= Isabelle Daniel =

French geologist & researcher

Isabelle Daniel is a mineralogist at the Claude Bernard University Lyon 1 in Lyon, France. She studies minerals under extreme conditions, such as those that exist in Earth's mantle, as well as biosignatures of early life.

== Education ==
Daniel earned a bachelor's degree in Earth sciences from the École Normale Supérieure de Lyon in 1989, and a master's degree from the same department in 1992. She completed her doctorate in Earth sciences at Université Claude Bernard Lyon 1 in 1995, with a project entitled “Aluminosilicates at high pressure and high temperature: amorph, glass, liquid and crystal – A Raman spectroscopic study.”

== Career ==
In 2003, Daniel was a fellow of the Mineralogical Society of America and in 2007 she was a fellow of the Institut Universitaire de France.

Currently, Daniel is a professor of Earth sciences at the Université Claude Bernard Lyon 1 in France, where she is affiliated with the Laboratoire de Géologie de Lyon and is the Dean of the Observatory of Earth Sciences and Astrophysics of Lyon. Daniel is a member of the American Geophysical Union and the Deep Carbon Observatory, where she is chair of the Deep Energy Scientific Steering Committee. From 2012 to 2016 she served as a councilor for the Mineralogical Society of America.
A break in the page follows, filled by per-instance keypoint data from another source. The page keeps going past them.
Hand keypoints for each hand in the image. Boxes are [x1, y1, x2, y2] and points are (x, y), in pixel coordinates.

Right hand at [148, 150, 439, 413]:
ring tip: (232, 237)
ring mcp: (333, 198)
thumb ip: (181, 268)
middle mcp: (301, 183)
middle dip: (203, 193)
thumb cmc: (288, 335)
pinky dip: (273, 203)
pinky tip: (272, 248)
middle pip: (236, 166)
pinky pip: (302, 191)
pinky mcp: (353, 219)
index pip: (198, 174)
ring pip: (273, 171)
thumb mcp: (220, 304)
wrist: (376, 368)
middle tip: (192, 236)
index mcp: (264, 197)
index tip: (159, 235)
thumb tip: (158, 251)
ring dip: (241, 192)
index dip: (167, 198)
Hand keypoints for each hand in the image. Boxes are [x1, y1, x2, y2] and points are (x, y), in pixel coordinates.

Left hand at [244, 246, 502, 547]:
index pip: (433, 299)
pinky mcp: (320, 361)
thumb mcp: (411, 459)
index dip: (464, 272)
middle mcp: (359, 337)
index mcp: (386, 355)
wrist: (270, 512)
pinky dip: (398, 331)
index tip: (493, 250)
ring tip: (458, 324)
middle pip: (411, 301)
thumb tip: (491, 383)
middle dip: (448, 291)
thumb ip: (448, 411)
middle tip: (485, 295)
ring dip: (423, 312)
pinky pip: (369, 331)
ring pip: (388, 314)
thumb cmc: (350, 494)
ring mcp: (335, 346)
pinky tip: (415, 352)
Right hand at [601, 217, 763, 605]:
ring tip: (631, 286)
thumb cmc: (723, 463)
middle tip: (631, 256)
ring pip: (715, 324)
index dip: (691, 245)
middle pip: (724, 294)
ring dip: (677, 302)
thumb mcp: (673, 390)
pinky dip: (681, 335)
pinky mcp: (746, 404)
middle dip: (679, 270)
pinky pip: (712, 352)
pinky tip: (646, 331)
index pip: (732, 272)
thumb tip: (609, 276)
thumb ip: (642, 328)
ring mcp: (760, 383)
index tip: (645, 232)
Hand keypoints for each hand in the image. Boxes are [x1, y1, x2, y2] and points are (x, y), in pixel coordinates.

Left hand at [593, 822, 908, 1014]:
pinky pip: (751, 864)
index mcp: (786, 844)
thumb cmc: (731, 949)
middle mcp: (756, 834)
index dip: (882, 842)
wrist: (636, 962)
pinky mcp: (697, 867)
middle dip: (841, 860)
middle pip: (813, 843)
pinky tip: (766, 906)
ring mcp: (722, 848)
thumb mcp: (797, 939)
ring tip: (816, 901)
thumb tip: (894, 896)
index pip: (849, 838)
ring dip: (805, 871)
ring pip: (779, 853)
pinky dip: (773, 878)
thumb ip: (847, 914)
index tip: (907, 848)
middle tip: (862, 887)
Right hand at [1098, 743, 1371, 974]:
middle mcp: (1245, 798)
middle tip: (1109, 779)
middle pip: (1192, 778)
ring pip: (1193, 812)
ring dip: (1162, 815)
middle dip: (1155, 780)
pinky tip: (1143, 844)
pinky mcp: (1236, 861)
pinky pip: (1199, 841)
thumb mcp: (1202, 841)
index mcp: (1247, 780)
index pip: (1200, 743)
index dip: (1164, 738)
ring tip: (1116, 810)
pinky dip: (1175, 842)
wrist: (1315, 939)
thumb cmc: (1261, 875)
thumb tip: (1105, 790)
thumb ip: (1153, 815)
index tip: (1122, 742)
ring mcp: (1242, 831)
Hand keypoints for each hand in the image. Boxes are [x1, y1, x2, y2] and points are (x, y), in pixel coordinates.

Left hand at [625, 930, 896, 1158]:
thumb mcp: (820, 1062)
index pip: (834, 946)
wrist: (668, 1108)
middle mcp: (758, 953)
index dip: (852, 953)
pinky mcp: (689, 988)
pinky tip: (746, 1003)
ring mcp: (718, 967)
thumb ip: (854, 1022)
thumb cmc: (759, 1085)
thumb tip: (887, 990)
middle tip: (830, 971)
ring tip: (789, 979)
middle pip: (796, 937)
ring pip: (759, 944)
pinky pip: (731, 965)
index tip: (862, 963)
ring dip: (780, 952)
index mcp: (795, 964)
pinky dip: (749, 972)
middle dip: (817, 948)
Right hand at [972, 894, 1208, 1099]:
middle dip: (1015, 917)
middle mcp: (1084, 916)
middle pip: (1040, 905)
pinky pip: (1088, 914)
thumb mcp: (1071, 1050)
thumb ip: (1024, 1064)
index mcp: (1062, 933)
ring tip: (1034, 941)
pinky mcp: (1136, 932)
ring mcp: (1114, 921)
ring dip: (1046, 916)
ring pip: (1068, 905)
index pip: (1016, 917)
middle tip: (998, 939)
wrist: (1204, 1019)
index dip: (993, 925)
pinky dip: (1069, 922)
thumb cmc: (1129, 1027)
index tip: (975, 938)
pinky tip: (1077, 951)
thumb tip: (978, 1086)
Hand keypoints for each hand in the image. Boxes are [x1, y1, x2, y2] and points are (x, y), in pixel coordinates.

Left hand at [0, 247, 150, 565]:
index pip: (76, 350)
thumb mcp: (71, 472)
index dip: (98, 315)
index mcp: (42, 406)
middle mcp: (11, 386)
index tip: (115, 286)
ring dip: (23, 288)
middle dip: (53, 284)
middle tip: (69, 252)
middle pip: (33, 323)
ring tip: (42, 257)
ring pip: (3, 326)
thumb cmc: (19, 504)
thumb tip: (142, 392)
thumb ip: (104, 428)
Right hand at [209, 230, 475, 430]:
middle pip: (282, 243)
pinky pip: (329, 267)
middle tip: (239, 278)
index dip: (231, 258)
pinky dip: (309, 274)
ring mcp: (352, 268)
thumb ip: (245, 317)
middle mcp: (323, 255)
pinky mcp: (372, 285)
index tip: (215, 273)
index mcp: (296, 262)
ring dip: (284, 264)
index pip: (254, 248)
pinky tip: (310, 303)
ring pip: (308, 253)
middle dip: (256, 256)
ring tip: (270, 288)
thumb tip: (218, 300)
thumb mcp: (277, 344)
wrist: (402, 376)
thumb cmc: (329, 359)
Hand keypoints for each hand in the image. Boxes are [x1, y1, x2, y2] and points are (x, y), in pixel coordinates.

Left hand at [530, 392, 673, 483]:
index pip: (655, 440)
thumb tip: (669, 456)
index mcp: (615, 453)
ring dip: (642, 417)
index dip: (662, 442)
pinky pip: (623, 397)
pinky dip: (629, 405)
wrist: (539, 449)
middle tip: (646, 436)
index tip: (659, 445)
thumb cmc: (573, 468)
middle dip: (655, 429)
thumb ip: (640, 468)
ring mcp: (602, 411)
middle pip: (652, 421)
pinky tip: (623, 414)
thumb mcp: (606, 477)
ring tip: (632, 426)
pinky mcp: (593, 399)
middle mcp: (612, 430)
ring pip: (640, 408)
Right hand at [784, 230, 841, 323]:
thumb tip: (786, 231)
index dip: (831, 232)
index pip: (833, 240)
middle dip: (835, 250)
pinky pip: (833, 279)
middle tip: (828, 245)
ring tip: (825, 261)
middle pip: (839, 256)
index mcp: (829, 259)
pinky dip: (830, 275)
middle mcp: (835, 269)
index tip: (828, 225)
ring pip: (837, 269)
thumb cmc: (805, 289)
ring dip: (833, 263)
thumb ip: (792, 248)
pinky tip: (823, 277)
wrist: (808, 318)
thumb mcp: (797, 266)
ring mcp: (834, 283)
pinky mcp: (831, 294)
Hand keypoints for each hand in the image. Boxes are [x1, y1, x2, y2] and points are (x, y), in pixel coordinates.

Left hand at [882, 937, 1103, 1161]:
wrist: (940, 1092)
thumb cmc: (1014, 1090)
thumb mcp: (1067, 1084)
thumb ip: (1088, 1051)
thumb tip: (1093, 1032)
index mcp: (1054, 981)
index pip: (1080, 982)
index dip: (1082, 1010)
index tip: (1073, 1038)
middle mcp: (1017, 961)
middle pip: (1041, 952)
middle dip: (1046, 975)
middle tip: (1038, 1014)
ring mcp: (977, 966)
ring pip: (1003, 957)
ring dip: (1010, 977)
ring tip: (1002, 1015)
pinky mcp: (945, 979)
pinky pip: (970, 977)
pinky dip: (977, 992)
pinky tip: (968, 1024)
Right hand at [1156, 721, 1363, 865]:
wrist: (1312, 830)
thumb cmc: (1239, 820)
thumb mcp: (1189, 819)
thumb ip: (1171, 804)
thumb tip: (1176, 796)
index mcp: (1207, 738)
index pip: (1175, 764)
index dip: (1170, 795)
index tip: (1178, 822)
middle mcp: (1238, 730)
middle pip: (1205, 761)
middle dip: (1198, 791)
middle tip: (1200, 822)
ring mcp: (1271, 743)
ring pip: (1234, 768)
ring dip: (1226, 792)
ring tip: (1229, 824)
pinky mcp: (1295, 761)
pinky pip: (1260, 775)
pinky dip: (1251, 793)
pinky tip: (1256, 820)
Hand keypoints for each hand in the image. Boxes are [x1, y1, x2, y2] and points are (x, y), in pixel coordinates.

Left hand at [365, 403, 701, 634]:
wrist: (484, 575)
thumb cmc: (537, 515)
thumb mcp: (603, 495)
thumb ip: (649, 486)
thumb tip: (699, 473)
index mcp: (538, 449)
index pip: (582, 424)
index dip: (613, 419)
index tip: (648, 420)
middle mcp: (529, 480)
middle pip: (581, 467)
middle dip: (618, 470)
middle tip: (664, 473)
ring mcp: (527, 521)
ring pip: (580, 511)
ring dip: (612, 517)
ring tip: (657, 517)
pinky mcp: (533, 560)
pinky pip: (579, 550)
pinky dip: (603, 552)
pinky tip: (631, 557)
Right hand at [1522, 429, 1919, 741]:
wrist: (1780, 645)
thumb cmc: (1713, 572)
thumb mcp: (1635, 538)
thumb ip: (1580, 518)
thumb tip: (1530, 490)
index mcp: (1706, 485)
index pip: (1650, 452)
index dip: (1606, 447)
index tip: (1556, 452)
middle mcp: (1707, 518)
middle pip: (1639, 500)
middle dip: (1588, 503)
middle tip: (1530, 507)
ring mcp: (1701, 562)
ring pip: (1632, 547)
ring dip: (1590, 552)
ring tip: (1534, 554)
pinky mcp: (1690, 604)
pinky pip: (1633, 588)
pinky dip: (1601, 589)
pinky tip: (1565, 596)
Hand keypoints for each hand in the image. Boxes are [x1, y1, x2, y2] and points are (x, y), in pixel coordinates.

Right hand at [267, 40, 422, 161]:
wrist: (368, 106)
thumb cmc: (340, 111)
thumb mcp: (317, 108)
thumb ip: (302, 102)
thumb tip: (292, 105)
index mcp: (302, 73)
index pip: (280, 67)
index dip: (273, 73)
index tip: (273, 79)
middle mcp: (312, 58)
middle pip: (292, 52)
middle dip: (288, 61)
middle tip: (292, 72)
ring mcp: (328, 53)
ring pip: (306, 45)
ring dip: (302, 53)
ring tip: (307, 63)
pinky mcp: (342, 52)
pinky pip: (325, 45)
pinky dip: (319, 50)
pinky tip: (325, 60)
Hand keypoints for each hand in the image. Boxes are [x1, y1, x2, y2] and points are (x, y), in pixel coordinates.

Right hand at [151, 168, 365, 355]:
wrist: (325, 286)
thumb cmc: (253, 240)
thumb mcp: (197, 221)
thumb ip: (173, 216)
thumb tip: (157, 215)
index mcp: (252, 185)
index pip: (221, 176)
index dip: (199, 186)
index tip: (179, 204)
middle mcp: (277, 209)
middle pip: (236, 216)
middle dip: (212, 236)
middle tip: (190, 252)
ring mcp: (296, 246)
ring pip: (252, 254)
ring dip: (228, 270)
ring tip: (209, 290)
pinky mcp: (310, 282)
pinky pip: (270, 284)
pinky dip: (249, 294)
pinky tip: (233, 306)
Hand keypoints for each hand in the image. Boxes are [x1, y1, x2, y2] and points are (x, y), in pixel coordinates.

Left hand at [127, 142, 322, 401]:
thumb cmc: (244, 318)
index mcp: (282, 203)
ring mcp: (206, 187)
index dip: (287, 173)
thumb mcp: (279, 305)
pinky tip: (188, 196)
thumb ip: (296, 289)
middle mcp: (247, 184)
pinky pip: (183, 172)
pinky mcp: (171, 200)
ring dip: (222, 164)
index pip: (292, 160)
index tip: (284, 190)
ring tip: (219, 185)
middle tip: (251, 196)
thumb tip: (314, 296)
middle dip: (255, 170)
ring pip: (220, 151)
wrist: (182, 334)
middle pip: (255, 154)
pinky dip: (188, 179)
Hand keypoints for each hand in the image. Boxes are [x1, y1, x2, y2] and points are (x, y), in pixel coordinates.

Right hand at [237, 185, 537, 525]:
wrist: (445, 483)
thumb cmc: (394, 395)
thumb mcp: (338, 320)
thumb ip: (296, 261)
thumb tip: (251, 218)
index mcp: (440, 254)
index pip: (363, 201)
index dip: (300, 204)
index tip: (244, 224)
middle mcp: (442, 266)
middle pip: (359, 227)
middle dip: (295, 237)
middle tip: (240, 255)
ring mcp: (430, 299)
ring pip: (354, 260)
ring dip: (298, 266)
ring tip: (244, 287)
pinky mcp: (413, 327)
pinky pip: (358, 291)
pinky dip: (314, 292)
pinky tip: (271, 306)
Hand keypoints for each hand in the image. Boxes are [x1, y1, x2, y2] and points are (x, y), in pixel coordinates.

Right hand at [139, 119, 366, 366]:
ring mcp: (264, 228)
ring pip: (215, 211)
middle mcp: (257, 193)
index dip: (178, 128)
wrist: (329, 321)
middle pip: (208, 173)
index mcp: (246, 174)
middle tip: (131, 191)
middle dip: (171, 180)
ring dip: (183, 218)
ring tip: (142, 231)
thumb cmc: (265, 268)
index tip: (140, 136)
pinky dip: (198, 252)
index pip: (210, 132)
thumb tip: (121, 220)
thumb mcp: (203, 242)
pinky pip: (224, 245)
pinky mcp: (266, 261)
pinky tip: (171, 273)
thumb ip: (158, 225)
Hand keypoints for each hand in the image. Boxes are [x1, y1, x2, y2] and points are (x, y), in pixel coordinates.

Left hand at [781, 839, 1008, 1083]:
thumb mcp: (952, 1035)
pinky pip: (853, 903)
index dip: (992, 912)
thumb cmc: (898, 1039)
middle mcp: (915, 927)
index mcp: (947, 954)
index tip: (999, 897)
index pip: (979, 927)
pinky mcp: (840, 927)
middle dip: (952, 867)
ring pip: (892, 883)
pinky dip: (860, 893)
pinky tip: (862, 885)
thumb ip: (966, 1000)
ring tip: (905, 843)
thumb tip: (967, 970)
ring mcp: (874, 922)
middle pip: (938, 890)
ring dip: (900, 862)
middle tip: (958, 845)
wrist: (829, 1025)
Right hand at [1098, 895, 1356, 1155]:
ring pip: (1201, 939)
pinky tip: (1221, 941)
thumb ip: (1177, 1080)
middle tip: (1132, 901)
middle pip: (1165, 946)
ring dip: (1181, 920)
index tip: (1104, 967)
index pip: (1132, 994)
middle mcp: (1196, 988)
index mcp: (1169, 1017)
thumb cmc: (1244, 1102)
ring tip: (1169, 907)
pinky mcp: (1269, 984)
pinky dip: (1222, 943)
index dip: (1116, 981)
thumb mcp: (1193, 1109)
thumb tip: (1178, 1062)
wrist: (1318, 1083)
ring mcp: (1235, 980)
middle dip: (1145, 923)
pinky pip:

She is now the vice president of the European Mineralogical Union, with a four-year term that will expire in 2020. In 2018 she was co-chair of the Deep Carbon Science in the Context of Geologic Time Gordon Research Conference.

=== Research initiatives ===
Daniel's research focuses on minerals and fluid-rock interactions under extreme pressure and temperature conditions. In 2013 she reported that the mineral olivine rapidly splits water into hydrogen and water in a process called serpentinization, which commonly occurs at mid-ocean ridges. She is also interested in the types of volatile compounds that occur in subduction zones, and how those compounds are recycled.

Her lab also investigates microbial biosignatures and how mineral surfaces may have impacted the emergence of life on early Earth. She is exploring the physical limits of microbial life and microbes that live under extreme conditions.

In her work, she frequently uses advanced experimental and analytical methods including Raman spectroscopy and synchrotron X-ray diffraction.